It's not easy, especially as you have to encapsulate the unique and sparkling essence of your soul in only a few words. At around pounds 40 a throw, this is an exercise that demands a cunning and creative strategy. As a devoted student of the genre, let me offer a few tips for would-be punters.

First, know your readers. The class war is still happening. Ladies and gentlemen do not read the Independent, but men and women do. Gentlemen looking for women and ladies seeking men, therefore, are heading for the wastepaper basket.

In any case, ladies and gentlemen are not the sort of people who are going to indulge in a spot of sofa-bonking, even if they have read a book, visited an art gallery or gone to the theatre beforehand. If it is gentility you're looking for, try the Lady.

Avoid short cuts. GSOH may save money and space, but the woman who said she was looking for a 'bit of meaningful legover' displayed something far more important - real wit. For the same reason, avoid this WLTM thing. Of course you would. That's why you're advertising.

Don't be afraid to state your preferences. The man who wrote 'lipstick essential' was doing possible respondents a favour: what he actually meant was that no earthy slags, drifting through life in a sandalwood fug wearing handwoven sandals occupying a tree overlooking a threatened badger sett and living on a diet of tofu need apply. And all in two words.

And men, a special word of warning: your independent woman may be looking for a friend in life, but not necessarily for life. Avoid references to phrases such as 'long-term', 'children' or 'future togetherness'. For one thing, the woman you hope will read your ad may have enough children already.

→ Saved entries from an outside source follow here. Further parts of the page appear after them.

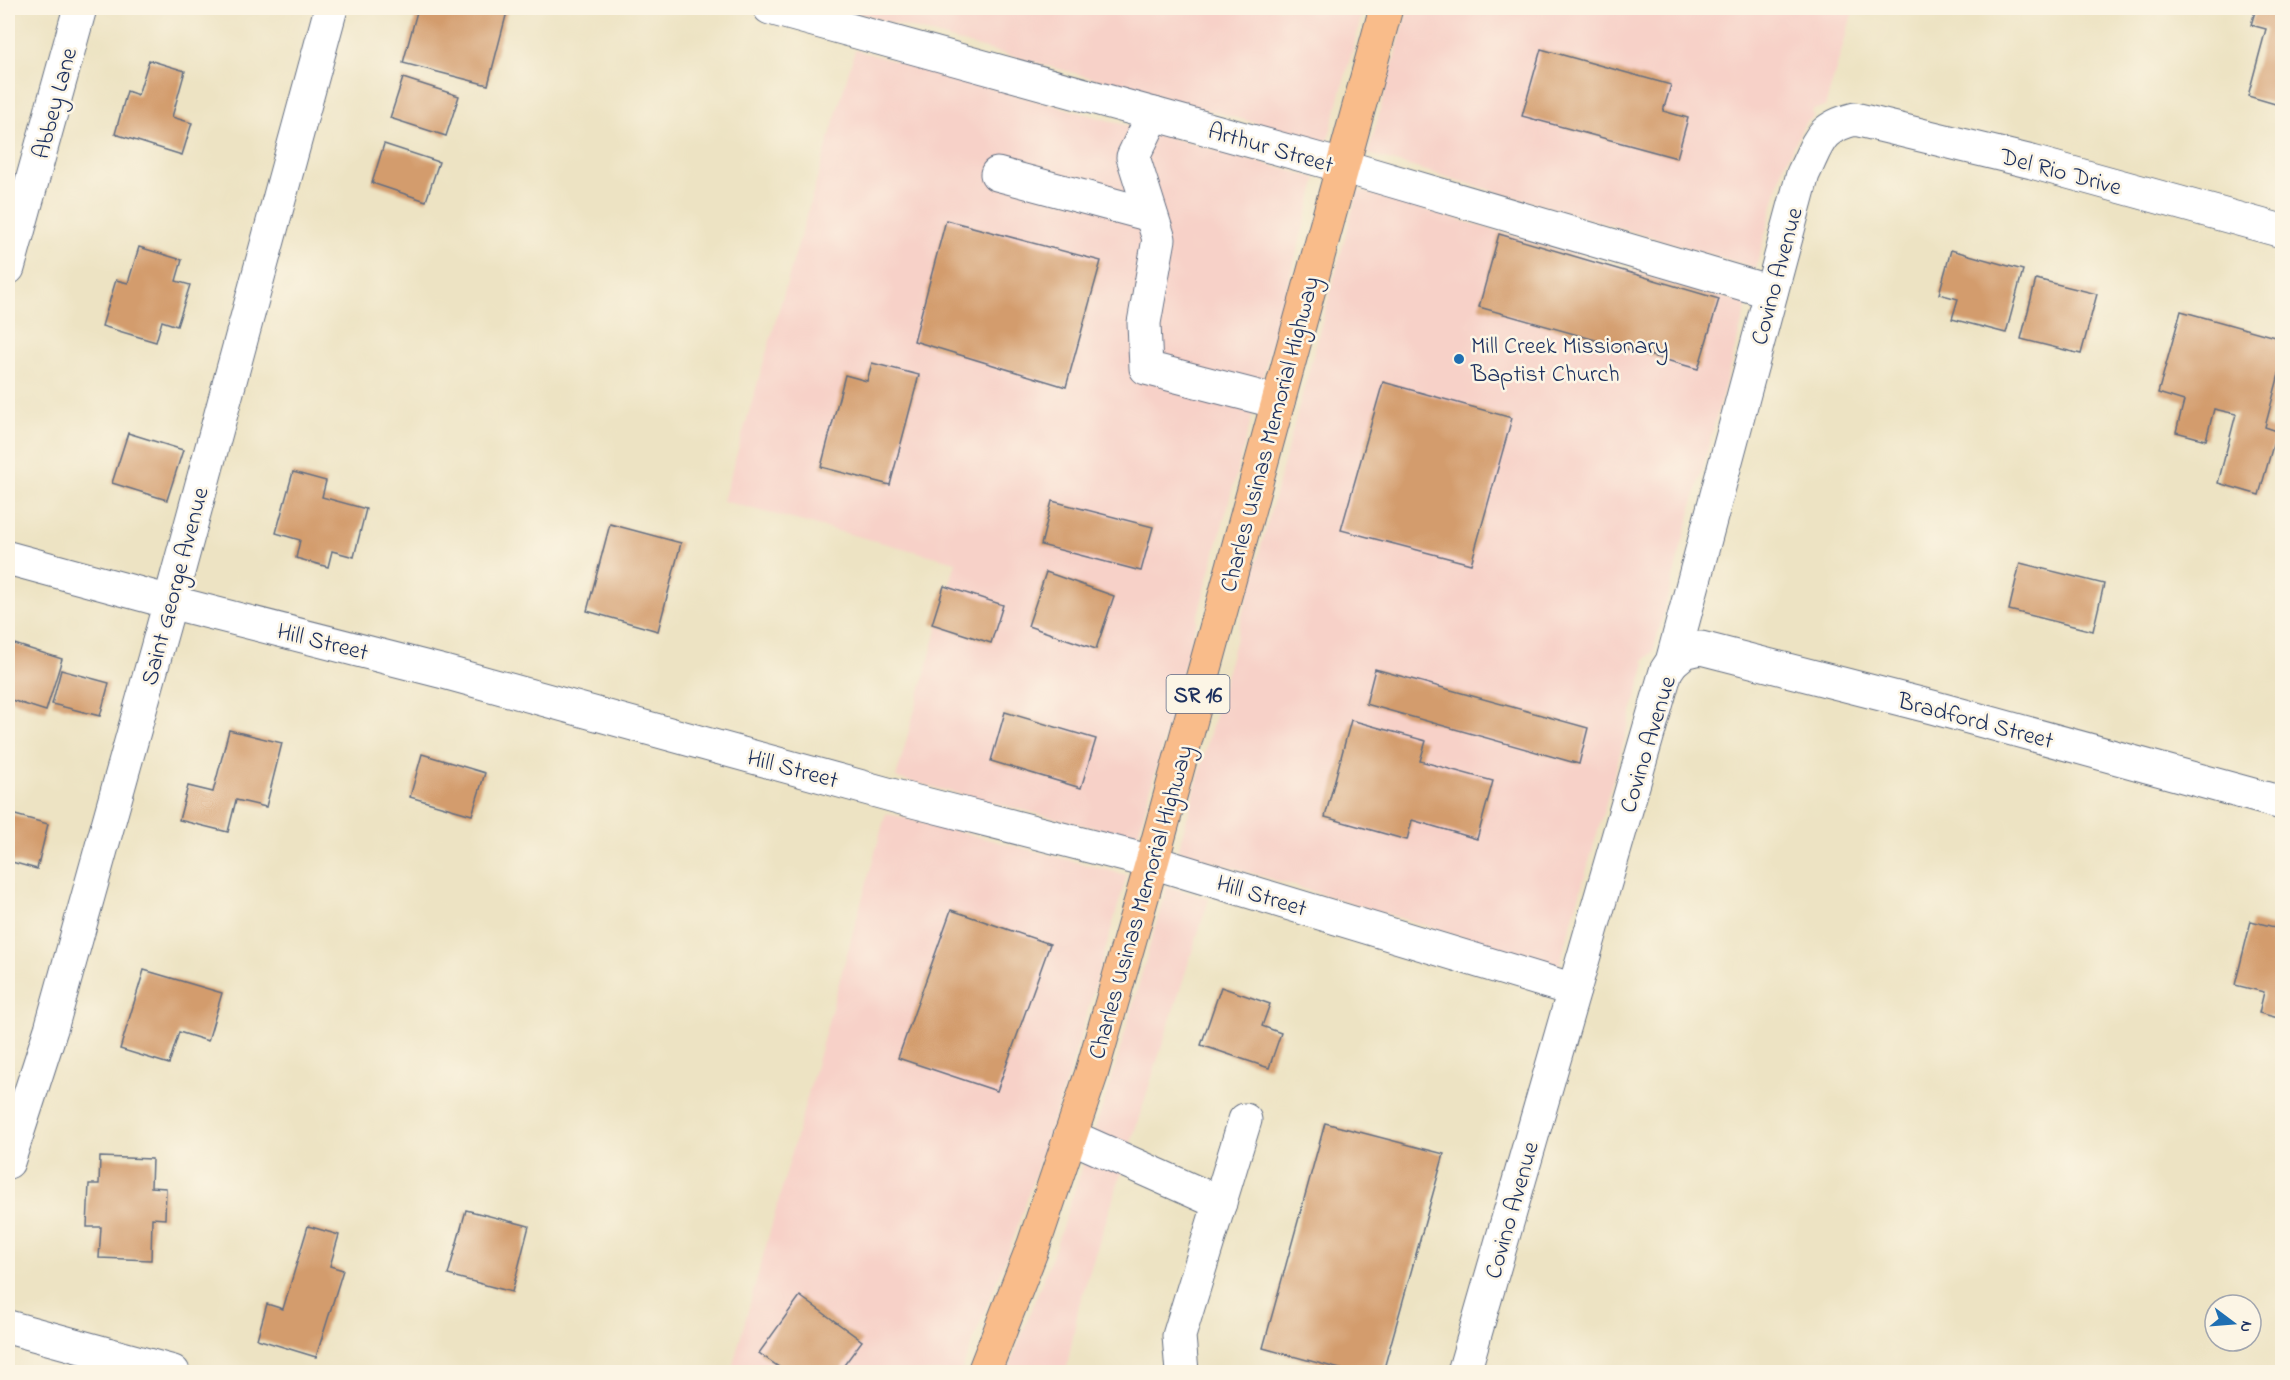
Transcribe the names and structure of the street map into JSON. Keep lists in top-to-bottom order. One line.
{"streets":{"highway":["Charles Usinas Memorial Highway","SR 16"],"street":["Abbey Lane","Arthur Street","Del Rio Drive","Covino Avenue","Saint George Avenue","Hill Street","Bradford Street"]},"crossings":[["Arthur Street","Covino Avenue"],["Arthur Street","Charles Usinas Memorial Highway"],["Del Rio Drive","Covino Avenue"],["Covino Avenue","Hill Street"],["Covino Avenue","Bradford Street"],["Charles Usinas Memorial Highway","Hill Street"],["Saint George Avenue","Hill Street"]],"places":["Mill Creek Missionary Baptist Church"],"north":"right"}
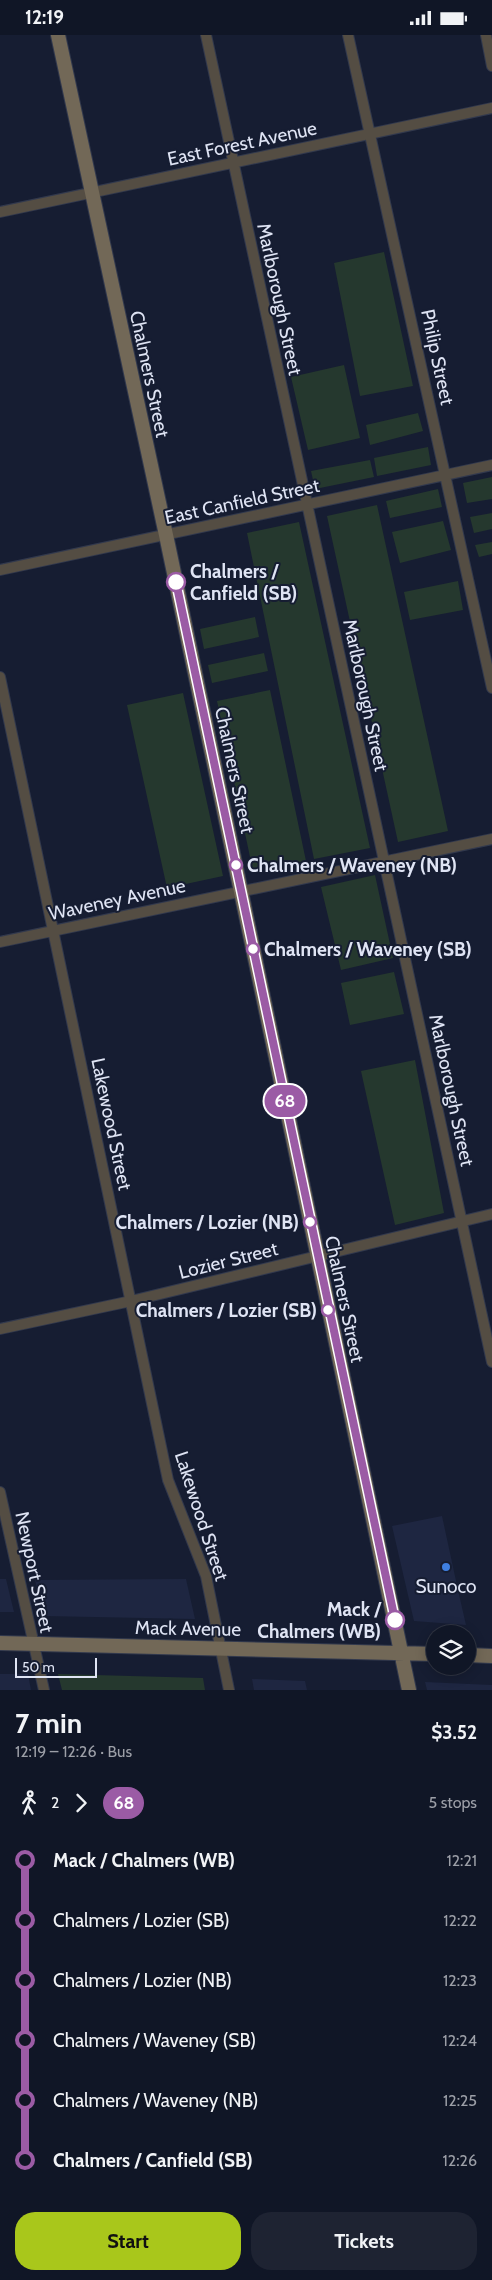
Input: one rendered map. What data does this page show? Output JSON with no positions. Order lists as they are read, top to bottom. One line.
{"streets":{"street":["East Forest Avenue","Marlborough Street","Philip Street","Chalmers Street","East Canfield Street","Waveney Avenue","Lakewood Street","Lozier Street","Newport Street","Mack Avenue"]},"crossings":[["East Forest Avenue","Marlborough Street"],["East Forest Avenue","Philip Street"],["East Forest Avenue","Chalmers Street"],["Marlborough Street","East Canfield Street"],["Marlborough Street","Waveney Avenue"],["Marlborough Street","Lozier Street"],["Philip Street","East Canfield Street"],["Chalmers Street","East Canfield Street"],["Chalmers Street","Waveney Avenue"],["Chalmers Street","Lozier Street"],["Chalmers Street","Mack Avenue"],["Waveney Avenue","Lakewood Street"],["Lakewood Street","Lozier Street"],["Lakewood Street","Mack Avenue"],["Newport Street","Mack Avenue"]],"places":["Chalmers / Canfield (SB)","Chalmers / Waveney (NB)","Chalmers / Waveney (SB)","Chalmers / Lozier (NB)","Chalmers / Lozier (SB)","Sunoco","Mack / Chalmers (WB)"],"lines":["bus line 68"],"scale_bar":"50 m","page":{"status":"12:19","on_map":"68","scale":"50 m","heading":["7 min","12:19 – 12:26 · Bus","$3.52"],"legs":["2","68","5 stops"],"list":[{"name":"Mack / Chalmers (WB)","value":"12:21"},{"name":"Chalmers / Lozier (SB)","value":"12:22"},{"name":"Chalmers / Lozier (NB)","value":"12:23"},{"name":"Chalmers / Waveney (SB)","value":"12:24"},{"name":"Chalmers / Waveney (NB)","value":"12:25"},{"name":"Chalmers / Canfield (SB)","value":"12:26"}],"buttons":["Start","Tickets"]}}
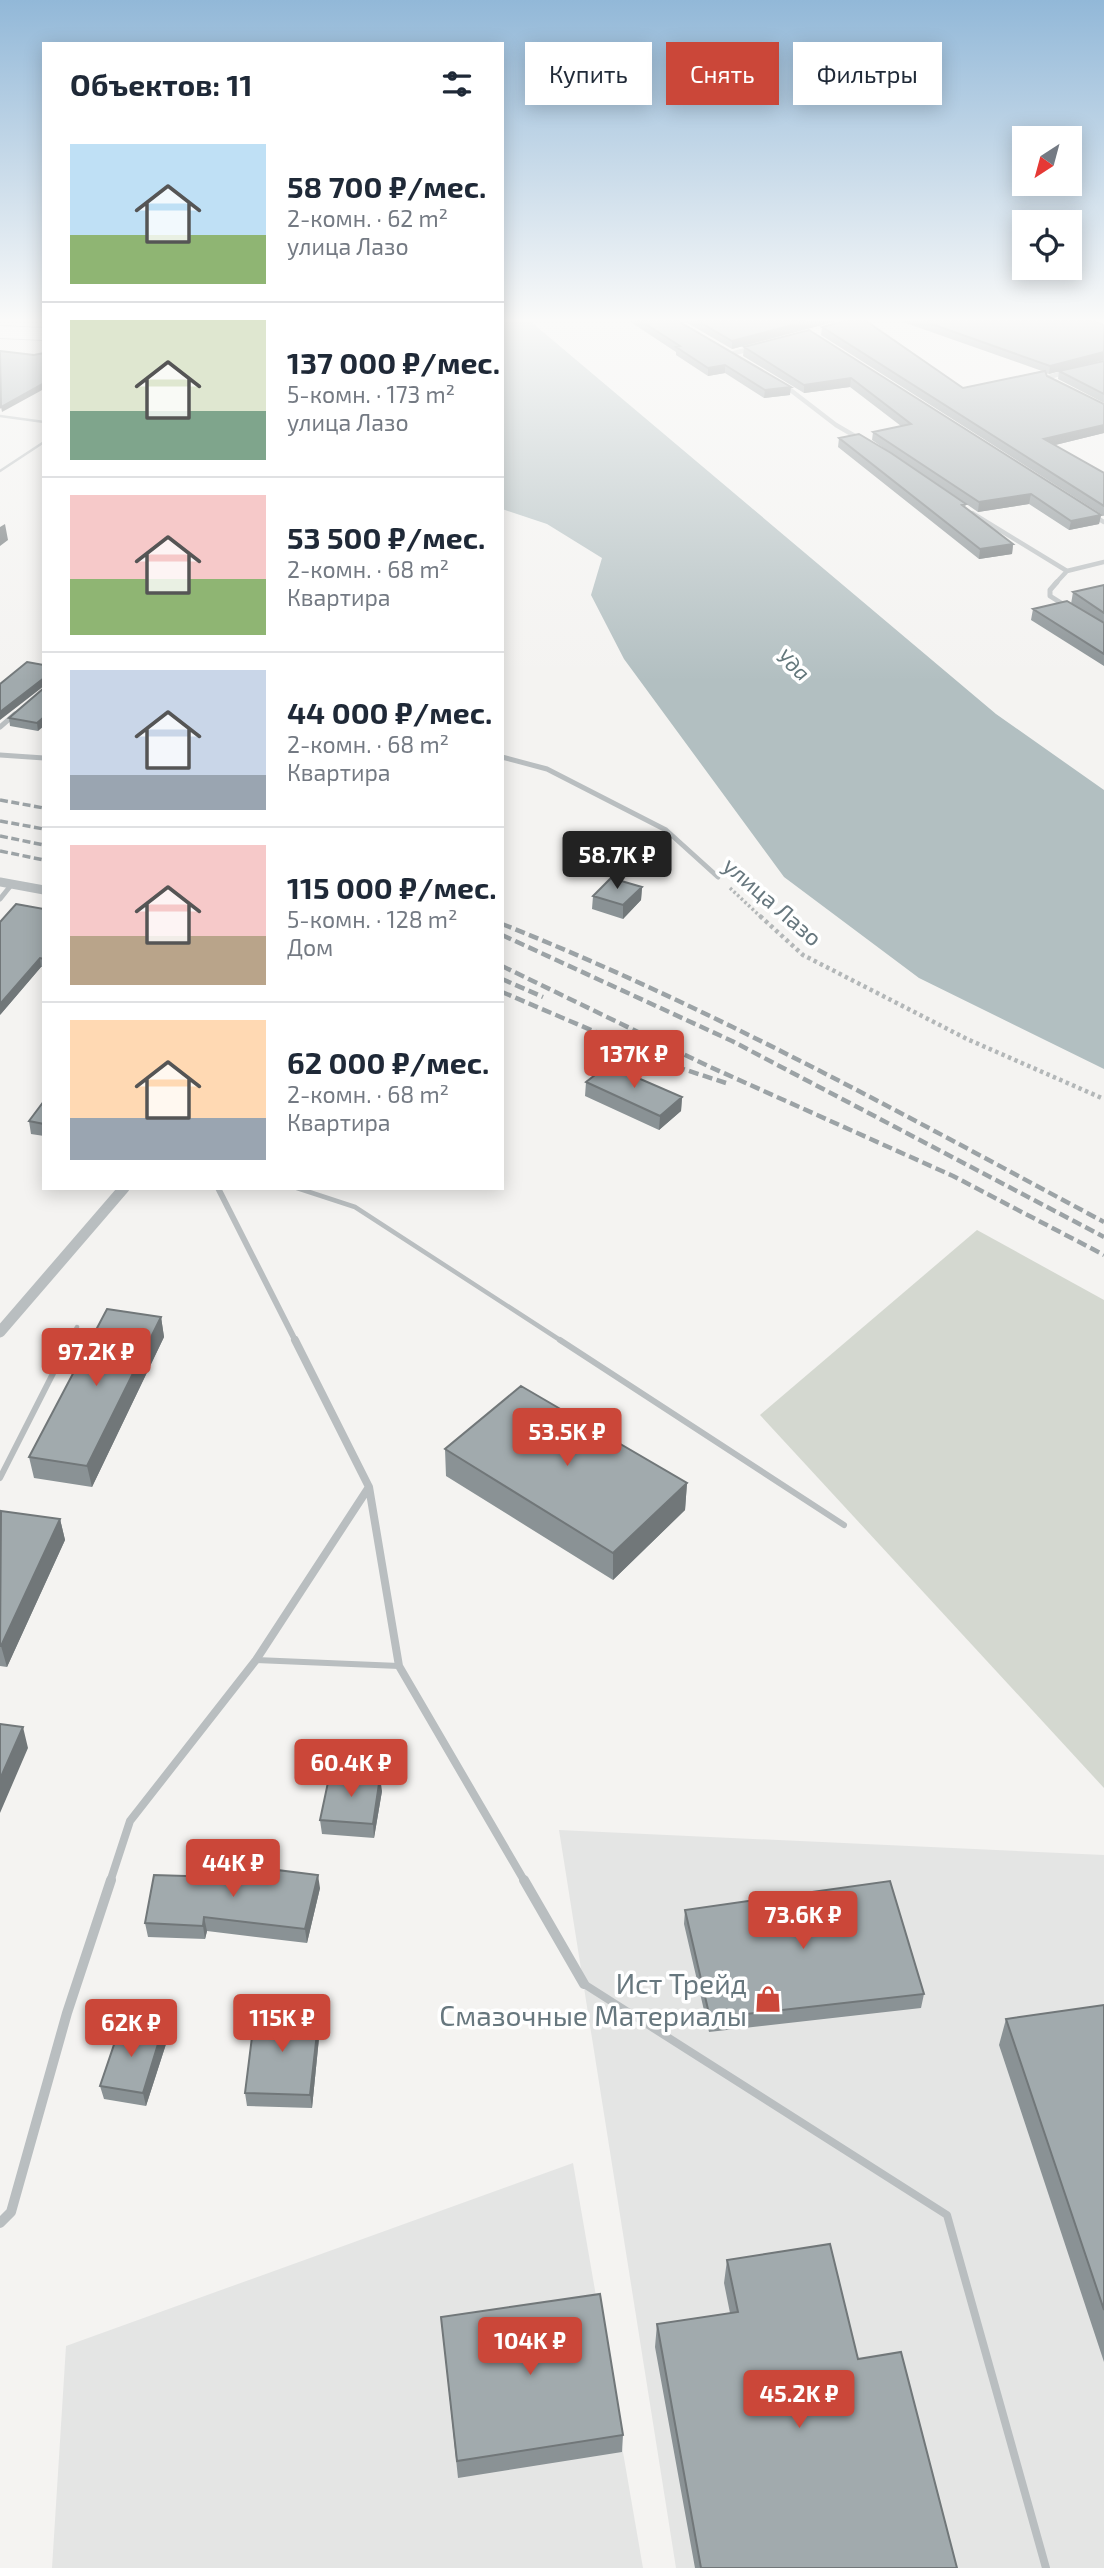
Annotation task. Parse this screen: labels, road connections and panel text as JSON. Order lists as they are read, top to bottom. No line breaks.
{"streets":{"street":["улица Лазо"]},"water":["Уда"],"places":{"shop":["Ист Трейд Смазочные Материалы"]},"north":"bottom left","page":{"chip":["Купить","Снять","Фильтры"],"heading":"Объектов: 11","list":[{"name":"58 700 ₽/мес.","note":"2-комн. · 62 m² · улица Лазо"},{"name":"137 000 ₽/мес.","note":"5-комн. · 173 m² · улица Лазо"},{"name":"53 500 ₽/мес.","note":"2-комн. · 68 m² · Квартира"},{"name":"44 000 ₽/мес.","note":"2-комн. · 68 m² · Квартира"},{"name":"115 000 ₽/мес.","note":"5-комн. · 128 m² · Дом"},{"name":"62 000 ₽/мес.","note":"2-комн. · 68 m² · Квартира"}],"price":["58.7K ₽","137K ₽","97.2K ₽","53.5K ₽","60.4K ₽","44K ₽","73.6K ₽","115K ₽","62K ₽","104K ₽","45.2K ₽"]}}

For another, she may have her own house, and the prospect of having to share it with someone forever may not be hugely tempting. So keep it light. Leave the door open behind you. Remember - two houses can be better fun than one.

Please don't say that you are sensuous/cultured/charming. If you feel the need to say it, you probably aren't. However, you will probably be a whole host of

other things that are far more interesting.

Work hard on this one - go for the image. Do you like doing things with feather dusters, for instance, or reading Auden in the bath while sipping a glass of Antiguan rum? If you do, then for heaven's sake, say so.

Avoid the word 'discreet'. It means only one thing: borrowing a friend's flat in the afternoon and they've left itchy, dirty sheets on the bed, or driving to a crummy pub on the other side of town so no one will recognise the car, then having to cancel because it's parents' evening.

Don't tie yourself to one geographic area. Love knows no bounds, and if it's adventure you're looking for, be prepared to travel. Away-days have more to offer than stay-at-home days. Remember all those soft-focus British Rail adverts?

But now it's time to write yours. Pick up the pen, call down the Muse - you have nothing to lose but your heart.